[PATCH] KVM: arm64: vgic: Fix soft lockup during VM teardown
Shanker Donthineni
sdonthineni at nvidia.com
Thu Jan 19 05:00:49 PST 2023
On 1/19/23 01:11, Marc Zyngier wrote:
> External email: Use caution opening links or attachments
>
>
> [dropping the now dead old kvmarm list]
>
> On Wed, 18 Jan 2023 19:24:01 +0000,
> Shanker Donthineni <sdonthineni at nvidia.com> wrote:
>>
>>
>>
>> On 1/18/23 05:54, Marc Zyngier wrote:
>>> External email: Use caution opening links or attachments
>>>
>>>
>>> Shanker,
>>>
>>> Please Cc all the KVM/arm64 reviewers when sending KVM/arm64 patches.
>>>
>>> On Wed, 18 Jan 2023 02:23:48 +0000,
>>> Shanker Donthineni <sdonthineni at nvidia.com> wrote:
>>>>
>>>> Getting intermittent CPU soft lockups during the virtual machines
>>>> teardown on a system with GICv4 features enabled.

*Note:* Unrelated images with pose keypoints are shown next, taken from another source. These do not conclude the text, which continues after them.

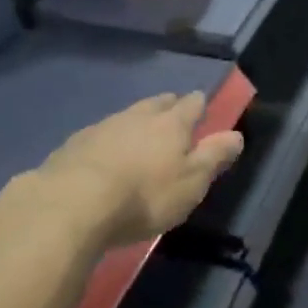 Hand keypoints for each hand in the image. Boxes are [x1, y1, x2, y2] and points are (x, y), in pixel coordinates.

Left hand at [32, 92, 243, 246]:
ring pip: (127, 115)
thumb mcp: (191, 183)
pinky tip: (103, 154)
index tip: (201, 106)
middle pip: (157, 103)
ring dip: (136, 121)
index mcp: (171, 124)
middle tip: (173, 113)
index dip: (198, 104)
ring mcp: (103, 127)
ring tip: (139, 133)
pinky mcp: (73, 144)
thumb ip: (214, 157)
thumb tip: (236, 135)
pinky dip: (107, 140)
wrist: (71, 204)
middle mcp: (138, 116)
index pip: (191, 104)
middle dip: (168, 105)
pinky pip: (99, 134)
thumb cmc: (143, 196) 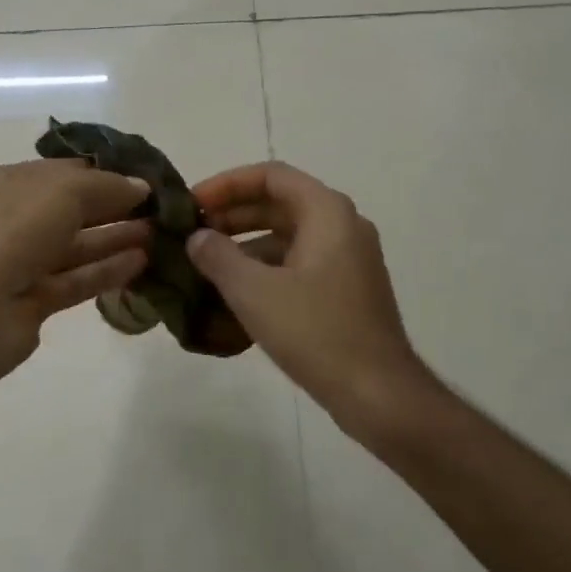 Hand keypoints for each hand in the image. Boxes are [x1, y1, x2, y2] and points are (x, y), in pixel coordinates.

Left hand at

The function
>>>> __synchronize_hardirq() has been waiting for IRQD_IRQ_INPROGRESS
>>>> to be cleared forever as per the current implementation.
>>>>
>>>> CPU stuck here for a long time leads to soft lockup:
>>>> while (irqd_irq_inprogress(&desc->irq_data))
>>>> cpu_relax();
>>>
>>> Is it a soft-lockup from which the system recovers? or a livelock
>>> which leaves the system dead?
>>>
>> The system is not recovering, did a power cycle to recover.
>
> This isn't a soft-lockup then. This is at best a livelock.
>
>>> Are these two traces an indication of concurrent events? Or are they
>>> far apart?
>>>
>> Concurrent.
>
> So you can see the VM being torn down while the vgic save sequence is
> still in progress?
>
> If you can actually see that, then this is a much bigger bug than the
> simple race you are describing, and we're missing a reference on the
> kvm structure. This would be a *MAJOR* bug.
>
How do we know vGIC save sequence is in progress while VM is being teardown?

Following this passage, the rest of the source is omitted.